Gates氏は議員らに対して、米国は他国と比べてテクノロジ分野で誇れるものを数多く持っているものの、「米国の競争力に目を向けた場合、私の誇りに大きな不安が入り混じる」と述べた。
Microsoftの会長であるGates氏がこういったことを主張するのは初めてというわけではない。Gates氏やその他のハイテク企業のリーダーらは長年、特に数学および科学分野における米国の教育システムや労働力を悲観視している。彼らは、思い切った政策転換がなされない限り、米国はハイテク分野における競争力の優位性を失ってしまうだろうと主張している。
教育に関してGates氏は、米国における科学やテクノロジ、数学の分野の学士数を2015年までに2倍にする必要があると主張した。Gates氏は委員会において、そのためにはより多くの資金と、さらなる対策が必要だと述べた。その中には、高校における科学および数学の教師を1万人増員することや、大学生向けに2万5千人分の奨学金枠を新たに設けること、大学院生向けに毎年5000人分の研究奨学金枠を新たに設けることなどがある。

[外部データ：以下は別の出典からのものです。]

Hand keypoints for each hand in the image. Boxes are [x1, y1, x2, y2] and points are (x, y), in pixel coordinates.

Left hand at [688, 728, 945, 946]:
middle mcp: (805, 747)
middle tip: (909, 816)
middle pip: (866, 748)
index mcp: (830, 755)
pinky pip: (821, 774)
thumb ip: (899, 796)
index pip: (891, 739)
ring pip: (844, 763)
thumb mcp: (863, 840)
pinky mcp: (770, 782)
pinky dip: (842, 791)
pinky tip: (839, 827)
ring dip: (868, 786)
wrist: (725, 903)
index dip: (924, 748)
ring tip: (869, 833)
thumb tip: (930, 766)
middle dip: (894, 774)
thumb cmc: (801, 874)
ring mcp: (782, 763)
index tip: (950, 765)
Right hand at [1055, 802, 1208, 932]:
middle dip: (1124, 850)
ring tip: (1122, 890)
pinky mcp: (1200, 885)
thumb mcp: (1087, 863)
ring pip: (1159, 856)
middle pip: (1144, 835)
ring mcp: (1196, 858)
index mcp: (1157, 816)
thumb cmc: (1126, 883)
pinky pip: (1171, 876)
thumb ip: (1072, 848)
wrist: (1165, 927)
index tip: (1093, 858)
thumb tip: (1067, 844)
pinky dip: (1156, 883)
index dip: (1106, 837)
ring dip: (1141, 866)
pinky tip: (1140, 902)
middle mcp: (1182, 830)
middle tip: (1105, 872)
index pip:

研究に関してGates氏は、政府の研究プログラムに対するより多くの資金提供と、研究開発費に対する恒久的な優遇税制の必要性について議員らに嘆願した。後者については、Bush大統領も支援を表明している(研究開発費に対する一時的な優遇税制は、2006年末に議会によって承認されている)。
テクノロジ分野における政府プログラムに対してさらなる資金提供を行うための法律を議会で通過させる動きはすでに始まっている。今週の初めに、多数党院内総務のHarry Reid氏や少数党院内総務のMitch McConnell氏を含む複数の有力上院議員が、「America Competes Act」(米国の競争力強化に関する法案)と呼ばれる法案を提出した。同法案の目的は、Gates氏を始めとするハイテク企業のリーダーらの提案する教育および研究における目標の多くを推進することにある。
また、議員らは移民に関する新しい法律を制定するうえでも、Gates氏の提案を参考にすることを示唆している。Gates氏は、科学分野において能力のある資格保持者が「危機的な」レベルで不足しているとみており、この現状を打開する唯一の方法は「高い能力を持つ科学者やエンジニアで、米国に住み、働き、税金を払いたいという人々に門戸を開く」ことだとその証言で述べている。
Gates氏は、ハイテク企業が従来から主張しているH-1Bビザシステムの見直しを改めて主張した。H-1Bプログラムは1990年に開始され、現在は年6万5000人に対してビザが発給されている。H-1Bビザは、特定分野において最低1つの学士を持つ外国人が、米国において最高6年間就労することを許可するものである。